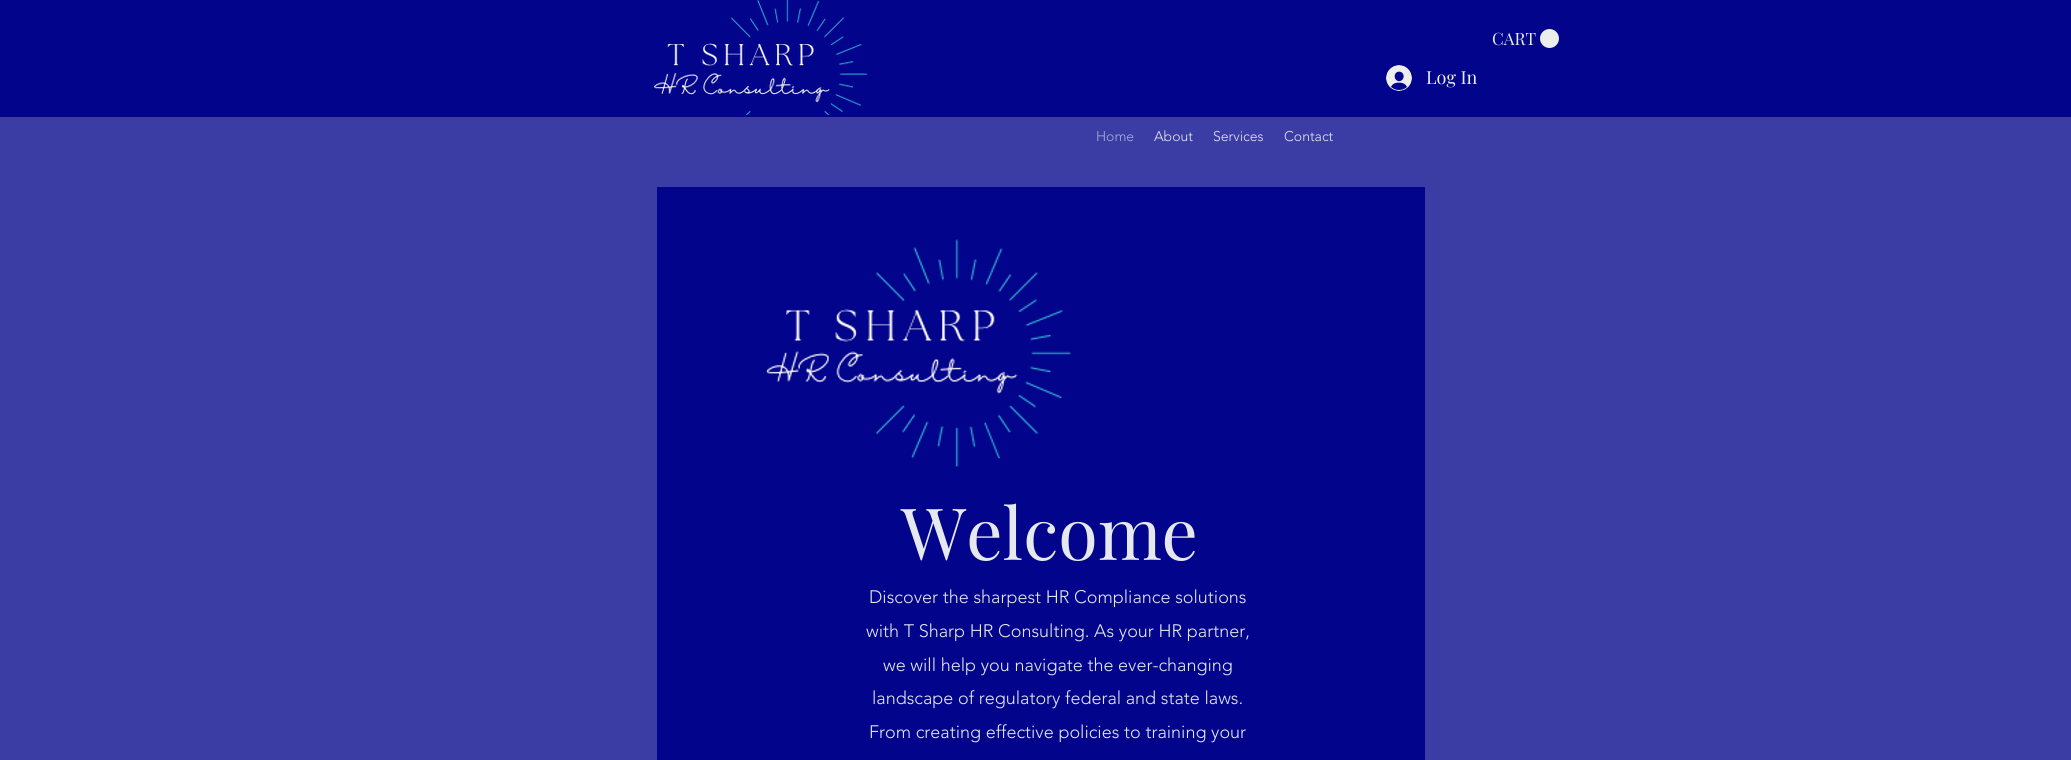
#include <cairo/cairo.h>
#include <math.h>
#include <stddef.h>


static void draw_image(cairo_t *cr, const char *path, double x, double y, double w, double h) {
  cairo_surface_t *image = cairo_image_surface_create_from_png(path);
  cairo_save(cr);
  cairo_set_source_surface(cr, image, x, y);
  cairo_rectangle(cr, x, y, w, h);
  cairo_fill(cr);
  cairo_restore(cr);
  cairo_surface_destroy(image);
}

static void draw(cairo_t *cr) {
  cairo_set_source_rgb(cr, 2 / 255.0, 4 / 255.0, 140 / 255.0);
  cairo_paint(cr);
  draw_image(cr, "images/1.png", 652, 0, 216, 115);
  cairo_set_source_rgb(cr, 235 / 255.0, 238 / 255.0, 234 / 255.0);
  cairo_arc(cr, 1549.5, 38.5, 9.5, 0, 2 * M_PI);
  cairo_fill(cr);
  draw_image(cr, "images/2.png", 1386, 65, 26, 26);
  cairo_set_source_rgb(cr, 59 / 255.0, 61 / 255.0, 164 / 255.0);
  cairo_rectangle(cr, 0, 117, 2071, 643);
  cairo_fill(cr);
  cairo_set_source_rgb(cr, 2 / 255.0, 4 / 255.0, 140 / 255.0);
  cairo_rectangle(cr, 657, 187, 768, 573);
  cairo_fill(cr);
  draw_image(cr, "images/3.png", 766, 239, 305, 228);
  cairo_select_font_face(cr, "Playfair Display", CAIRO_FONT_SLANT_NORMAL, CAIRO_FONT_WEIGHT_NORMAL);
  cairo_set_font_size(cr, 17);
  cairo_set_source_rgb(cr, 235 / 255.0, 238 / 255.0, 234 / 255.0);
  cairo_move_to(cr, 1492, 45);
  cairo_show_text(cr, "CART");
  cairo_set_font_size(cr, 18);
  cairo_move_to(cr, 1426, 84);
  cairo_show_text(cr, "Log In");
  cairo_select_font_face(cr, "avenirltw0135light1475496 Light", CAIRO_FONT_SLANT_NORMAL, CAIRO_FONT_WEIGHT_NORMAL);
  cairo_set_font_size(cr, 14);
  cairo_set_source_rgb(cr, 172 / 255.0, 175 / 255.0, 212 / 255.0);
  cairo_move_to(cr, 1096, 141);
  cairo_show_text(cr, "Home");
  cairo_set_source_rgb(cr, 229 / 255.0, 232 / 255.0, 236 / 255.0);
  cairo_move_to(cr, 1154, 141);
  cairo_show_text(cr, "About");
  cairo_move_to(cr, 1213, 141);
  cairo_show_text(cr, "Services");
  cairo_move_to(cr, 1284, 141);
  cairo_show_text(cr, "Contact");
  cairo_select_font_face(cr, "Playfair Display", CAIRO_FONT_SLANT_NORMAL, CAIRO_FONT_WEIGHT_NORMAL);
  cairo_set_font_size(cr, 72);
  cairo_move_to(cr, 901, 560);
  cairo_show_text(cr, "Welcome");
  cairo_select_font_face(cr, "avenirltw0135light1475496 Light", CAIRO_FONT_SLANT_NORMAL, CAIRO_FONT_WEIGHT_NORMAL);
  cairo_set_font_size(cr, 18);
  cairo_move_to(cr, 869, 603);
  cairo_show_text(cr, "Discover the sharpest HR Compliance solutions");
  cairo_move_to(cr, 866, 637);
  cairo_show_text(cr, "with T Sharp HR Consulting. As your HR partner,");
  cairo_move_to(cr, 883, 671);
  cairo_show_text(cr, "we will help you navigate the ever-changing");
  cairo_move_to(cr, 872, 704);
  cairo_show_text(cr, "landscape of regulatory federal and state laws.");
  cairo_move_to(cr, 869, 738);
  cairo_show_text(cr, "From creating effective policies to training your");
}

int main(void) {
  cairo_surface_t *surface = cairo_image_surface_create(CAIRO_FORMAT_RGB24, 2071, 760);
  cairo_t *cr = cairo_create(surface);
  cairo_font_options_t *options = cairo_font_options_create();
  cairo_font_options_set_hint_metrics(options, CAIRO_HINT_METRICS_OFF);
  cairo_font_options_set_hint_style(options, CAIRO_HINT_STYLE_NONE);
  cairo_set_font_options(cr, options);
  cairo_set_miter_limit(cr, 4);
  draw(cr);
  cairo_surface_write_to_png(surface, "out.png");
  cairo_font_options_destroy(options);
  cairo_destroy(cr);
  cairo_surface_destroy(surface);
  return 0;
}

....

| WHAT THE TASK ASKS |
Among the records above, repeat exactly the line with "#include <math.h>", the line with "static void draw(cairo_t", and every line in between, and only those.

| OUTPUT FOR THIS TASK |
#include <math.h>
#include <stddef.h>


static void draw_image(cairo_t *cr, const char *path, double x, double y, double w, double h) {
  cairo_surface_t *image = cairo_image_surface_create_from_png(path);
  cairo_save(cr);
  cairo_set_source_surface(cr, image, x, y);
  cairo_rectangle(cr, x, y, w, h);
  cairo_fill(cr);
  cairo_restore(cr);
  cairo_surface_destroy(image);
}

static void draw(cairo_t *cr) {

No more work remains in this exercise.